- [Your task]: Copy every line from the material below that holds "Crescent".

----------------------------------------

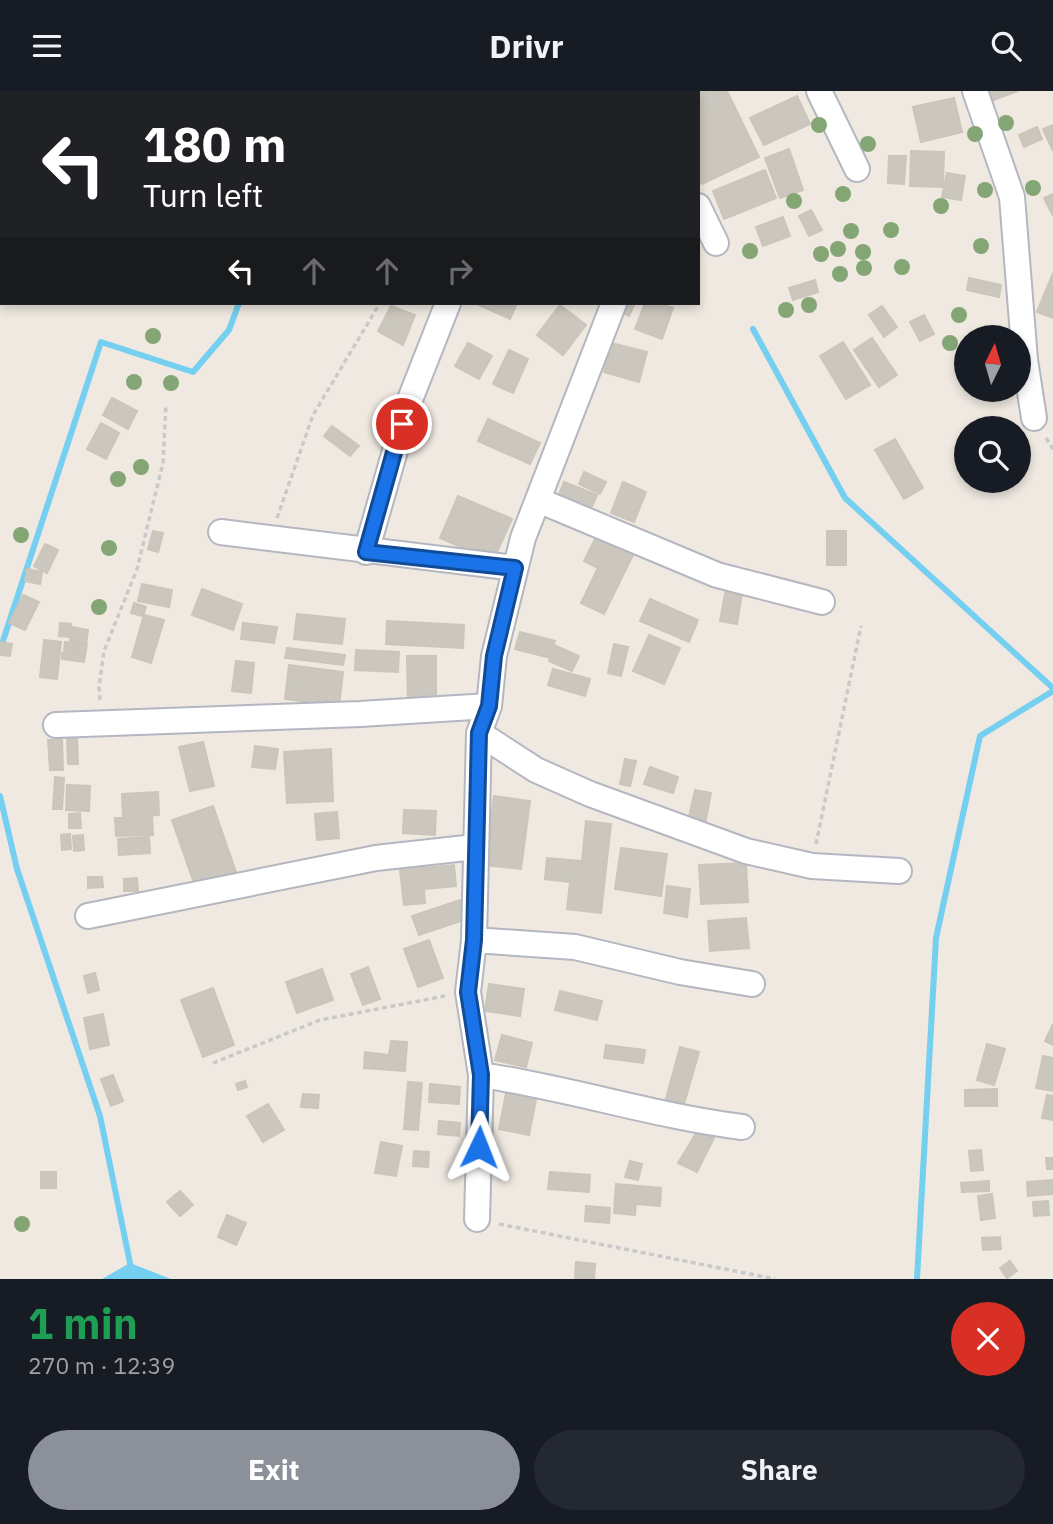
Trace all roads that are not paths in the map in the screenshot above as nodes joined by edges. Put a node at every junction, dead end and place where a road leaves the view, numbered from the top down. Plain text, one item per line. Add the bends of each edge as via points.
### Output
1 (819, 91) edge
2 (975, 91) edge
3 (858, 169) dead end
4 (700, 210) edge
5 (716, 243) dead end
6 (447, 305) edge
7 (613, 305) edge
8 (1034, 418) dead end
9 (538, 501) junction
10 (221, 532) dead end
11 (366, 552) junction
12 (515, 568) junction
13 (822, 602) dead end
14 (489, 706) junction
15 (57, 725) dead end
16 (479, 733) junction
17 (475, 847) junction
18 (899, 871) dead end
19 (88, 916) dead end
20 (474, 940) junction
21 (752, 984) dead end
22 (481, 1075) junction
23 (741, 1127) dead end
24 (477, 1219) road end

1 - 3 street
2 - 8 street via 1012,197
4 - 5 street
6 - 11 street via 409,402
7 - 9 street
9 - 12 street
9 - 13 street via 717,575
10 - 11 street
11 - 12 street
12 - 14 street via 494,656
14 - 15 street
14 - 16 street
16 - 17 street
16 - 18 street via 536,769 590,795 746,851 812,866
17 - 19 street via 376,858
17 - 20 street
20 - 21 street via 575,947
20 - 22 street via 468,992
22 - 23 street via 537,1083 698,1122
22 - 24 street

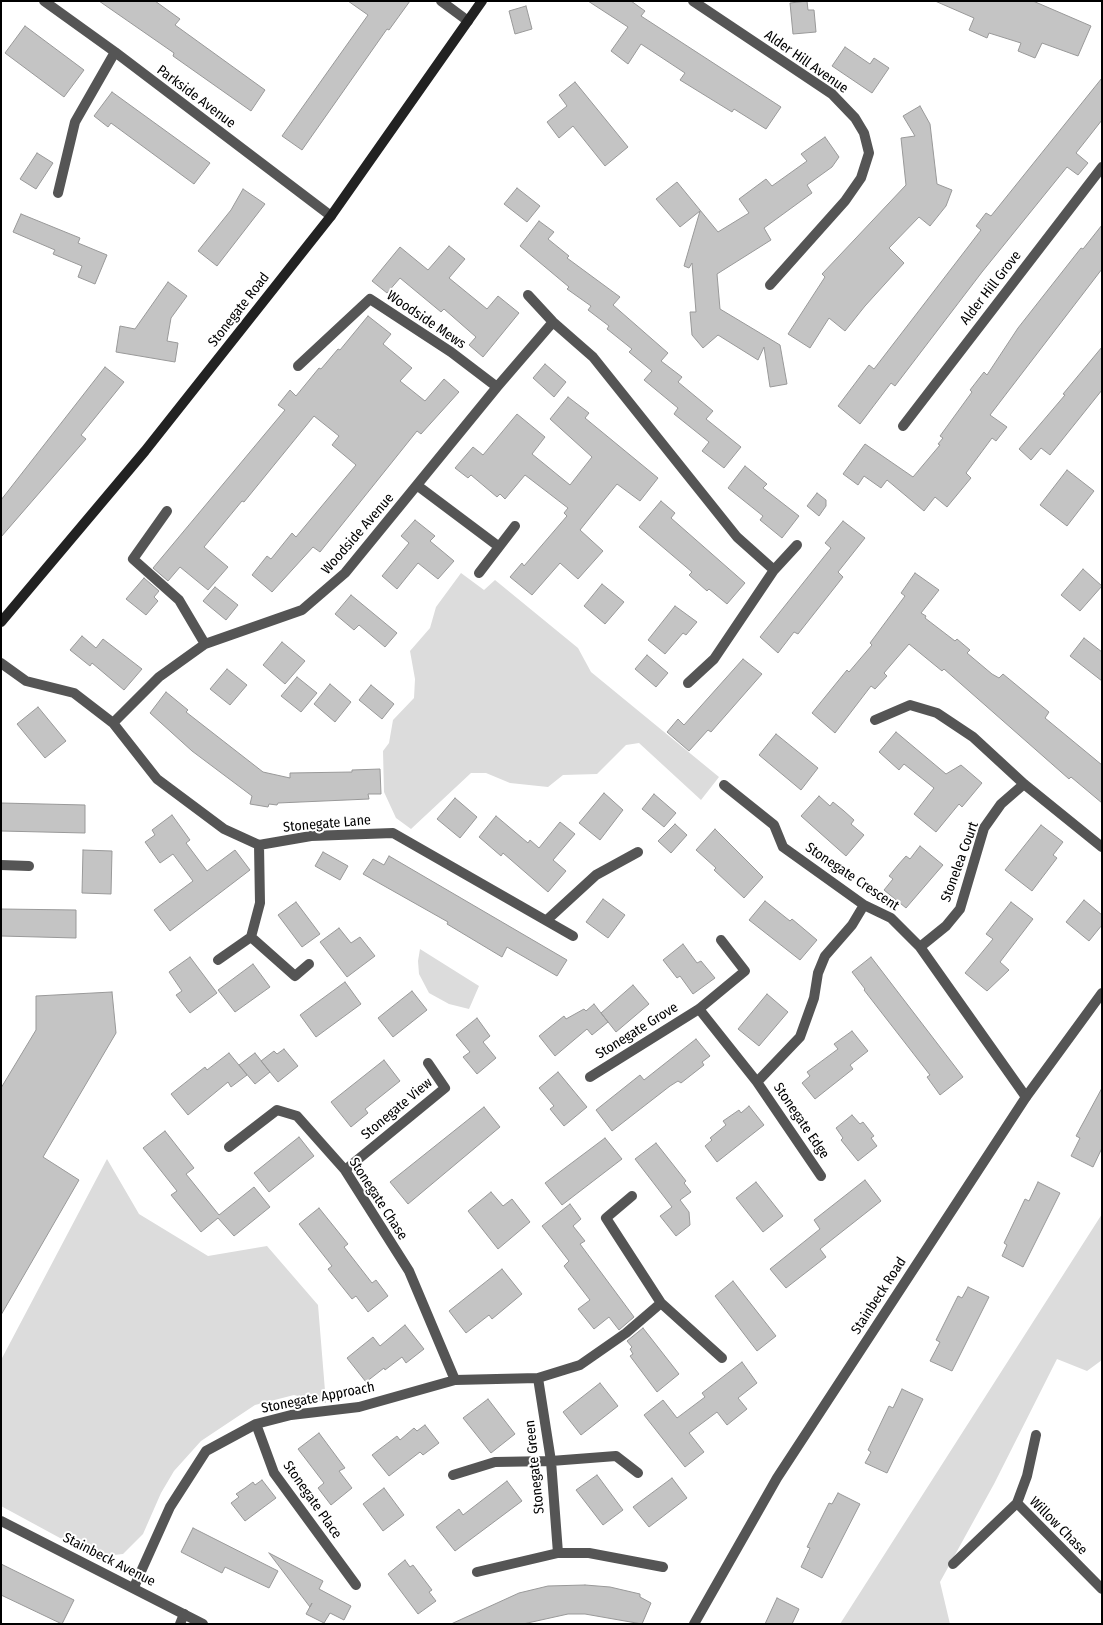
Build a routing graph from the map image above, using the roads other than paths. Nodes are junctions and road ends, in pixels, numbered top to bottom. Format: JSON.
{"nodes":[{"id":1,"x":44,"y":1,"type":"edge"},
{"id":2,"x":441,"y":1,"type":"edge"},
{"id":3,"x":482,"y":1,"type":"edge"},
{"id":4,"x":693,"y":1,"type":"edge"},
{"id":5,"x":468,"y":21,"type":"junction"},
{"id":6,"x":115,"y":52,"type":"junction"},
{"id":7,"x":1102,"y":167,"type":"edge"},
{"id":8,"x":58,"y":193,"type":"dead end"},
{"id":9,"x":330,"y":216,"type":"junction"},
{"id":10,"x":770,"y":285,"type":"dead end"},
{"id":11,"x":528,"y":295,"type":"dead end"},
{"id":12,"x":554,"y":322,"type":"junction"},
{"id":13,"x":298,"y":366,"type":"dead end"},
{"id":14,"x":497,"y":388,"type":"junction"},
{"id":15,"x":903,"y":426,"type":"dead end"},
{"id":16,"x":418,"y":486,"type":"junction"},
{"id":17,"x":167,"y":510,"type":"dead end"},
{"id":18,"x":515,"y":526,"type":"dead end"},
{"id":19,"x":797,"y":545,"type":"dead end"},
{"id":20,"x":498,"y":546,"type":"junction"},
{"id":21,"x":774,"y":570,"type":"junction"},
{"id":22,"x":479,"y":572,"type":"dead end"},
{"id":23,"x":1,"y":622,"type":"edge"},
{"id":24,"x":206,"y":644,"type":"junction"},
{"id":25,"x":1,"y":663,"type":"edge"},
{"id":26,"x":688,"y":683,"type":"dead end"},
{"id":27,"x":875,"y":720,"type":"dead end"},
{"id":28,"x":113,"y":723,"type":"junction"},
{"id":29,"x":1024,"y":784,"type":"junction"},
{"id":30,"x":724,"y":785,"type":"dead end"},
{"id":31,"x":259,"y":844,"type":"junction"},
{"id":32,"x":1102,"y":847,"type":"edge"},
{"id":33,"x":638,"y":852,"type":"dead end"},
{"id":34,"x":1,"y":864,"type":"edge"},
{"id":35,"x":29,"y":866,"type":"dead end"},
{"id":36,"x":864,"y":905,"type":"junction"},
{"id":37,"x":548,"y":919,"type":"junction"},
{"id":38,"x":573,"y":936,"type":"dead end"},
{"id":39,"x":251,"y":937,"type":"junction"},
{"id":40,"x":721,"y":940,"type":"dead end"},
{"id":41,"x":920,"y":947,"type":"junction"},
{"id":42,"x":218,"y":960,"type":"dead end"},
{"id":43,"x":309,"y":964,"type":"dead end"},
{"id":44,"x":1102,"y":992,"type":"edge"},
{"id":45,"x":699,"y":1009,"type":"junction"},
{"id":46,"x":428,"y":1063,"type":"dead end"},
{"id":47,"x":590,"y":1077,"type":"dead end"},
{"id":48,"x":758,"y":1082,"type":"junction"},
{"id":49,"x":1026,"y":1097,"type":"junction"},
{"id":50,"x":229,"y":1147,"type":"dead end"},
{"id":51,"x":345,"y":1170,"type":"junction"},
{"id":52,"x":821,"y":1176,"type":"dead end"},
{"id":53,"x":632,"y":1196,"type":"dead end"},
{"id":54,"x":662,"y":1303,"type":"junction"},
{"id":55,"x":722,"y":1358,"type":"dead end"},
{"id":56,"x":538,"y":1378,"type":"junction"},
{"id":57,"x":455,"y":1380,"type":"junction"},
{"id":58,"x":256,"y":1424,"type":"junction"},
{"id":59,"x":1036,"y":1435,"type":"dead end"},
{"id":60,"x":551,"y":1462,"type":"junction"},
{"id":61,"x":638,"y":1473,"type":"dead end"},
{"id":62,"x":453,"y":1475,"type":"dead end"},
{"id":63,"x":1017,"y":1503,"type":"junction"},
{"id":64,"x":1,"y":1520,"type":"edge"},
{"id":65,"x":558,"y":1553,"type":"junction"},
{"id":66,"x":953,"y":1564,"type":"dead end"},
{"id":67,"x":663,"y":1567,"type":"dead end"},
{"id":68,"x":477,"y":1572,"type":"dead end"},
{"id":69,"x":356,"y":1585,"type":"dead end"},
{"id":70,"x":134,"y":1587,"type":"junction"},
{"id":71,"x":1102,"y":1589,"type":"edge"},
{"id":72,"x":182,"y":1619,"type":"edge"},
{"id":73,"x":203,"y":1624,"type":"edge"},
{"id":74,"x":694,"y":1624,"type":"edge"}],
"edges":[{"from":1,"to":6,"type":"street","name":"Parkside Avenue"},
{"from":2,"to":5,"type":"street"},
{"from":3,"to":5,"type":"main road","name":"Stonegate Road"},
{"from":4,"to":10,"type":"street","name":"Alder Hill Avenue"},
{"from":5,"to":9,"type":"main road","name":"Stonegate Road"},
{"from":6,"to":8,"type":"street"},
{"from":6,"to":9,"type":"street","name":"Parkside Avenue"},
{"from":7,"to":15,"type":"street","name":"Alder Hill Grove"},
{"from":9,"to":23,"type":"main road","name":"Stonegate Road"},
{"from":11,"to":12,"type":"street"},
{"from":12,"to":14,"type":"street","name":"Woodside Avenue"},
{"from":12,"to":21,"type":"street"},
{"from":13,"to":14,"type":"street","name":"Woodside Mews"},
{"from":14,"to":16,"type":"street","name":"Woodside Avenue"},
{"from":16,"to":20,"type":"street"},
{"from":16,"to":24,"type":"street","name":"Woodside Avenue"},
{"from":17,"to":24,"type":"street"},
{"from":18,"to":20,"type":"street"},
{"from":19,"to":21,"type":"street"},
{"from":20,"to":22,"type":"street"},
{"from":21,"to":26,"type":"street"},
{"from":24,"to":28,"type":"street","name":"Woodside Avenue"},
{"from":25,"to":28,"type":"street"},
{"from":27,"to":29,"type":"street"},
{"from":28,"to":31,"type":"street"},
{"from":29,"to":32,"type":"street"},
{"from":29,"to":41,"type":"street","name":"Stonelea Court"},
{"from":30,"to":36,"type":"street","name":"Stonegate Crescent"},
{"from":31,"to":37,"type":"street","name":"Stonegate Lane"},
{"from":31,"to":39,"type":"street"},
{"from":33,"to":37,"type":"street"},
{"from":34,"to":35,"type":"street"},
{"from":36,"to":41,"type":"street","name":"Stonegate Crescent"},
{"from":36,"to":48,"type":"street"},
{"from":37,"to":38,"type":"street","name":"Stonegate Lane"},
{"from":39,"to":42,"type":"street"},
{"from":39,"to":43,"type":"street"},
{"from":40,"to":45,"type":"street","name":"Stonegate Grove"},
{"from":41,"to":49,"type":"street","name":"Stonegate Crescent"},
{"from":44,"to":49,"type":"street","name":"Stainbeck Road"},
{"from":45,"to":47,"type":"street","name":"Stonegate Grove"},
{"from":45,"to":48,"type":"street","name":"Stonegate Grove"},
{"from":46,"to":51,"type":"street","name":"Stonegate View"},
{"from":48,"to":52,"type":"street","name":"Stonegate Edge"},
{"from":49,"to":74,"type":"street","name":"Stainbeck Road"},
{"from":50,"to":51,"type":"street","name":"Stonegate Chase"},
{"from":51,"to":57,"type":"street","name":"Stonegate Chase"},
{"from":53,"to":54,"type":"street"},
{"from":54,"to":55,"type":"street"},
{"from":54,"to":56,"type":"street","name":"Stonegate Approach"},
{"from":56,"to":57,"type":"street","name":"Stonegate Approach"},
{"from":56,"to":60,"type":"street","name":"Stonegate Green"},
{"from":57,"to":58,"type":"street","name":"Stonegate Approach"},
{"from":58,"to":69,"type":"street","name":"Stonegate Place"},
{"from":58,"to":70,"type":"street","name":"Stonegate Approach"},
{"from":59,"to":63,"type":"street","name":"Willow Chase"},
{"from":60,"to":61,"type":"street"},
{"from":60,"to":62,"type":"street"},
{"from":60,"to":65,"type":"street","name":"Stonegate Green"},
{"from":63,"to":66,"type":"street","name":"Willow Chase"},
{"from":63,"to":71,"type":"street","name":"Willow Chase"},
{"from":64,"to":70,"type":"street","name":"Stainbeck Avenue"},
{"from":65,"to":67,"type":"street"},
{"from":65,"to":68,"type":"street"},
{"from":70,"to":72,"type":"street","name":"Stainbeck Avenue"},
{"from":72,"to":73,"type":"street","name":"Stainbeck Avenue"}]}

----------------------------------------

- [Task answer]:
{"from":30,"to":36,"type":"street","name":"Stonegate Crescent"},
{"from":36,"to":41,"type":"street","name":"Stonegate Crescent"},
{"from":41,"to":49,"type":"street","name":"Stonegate Crescent"},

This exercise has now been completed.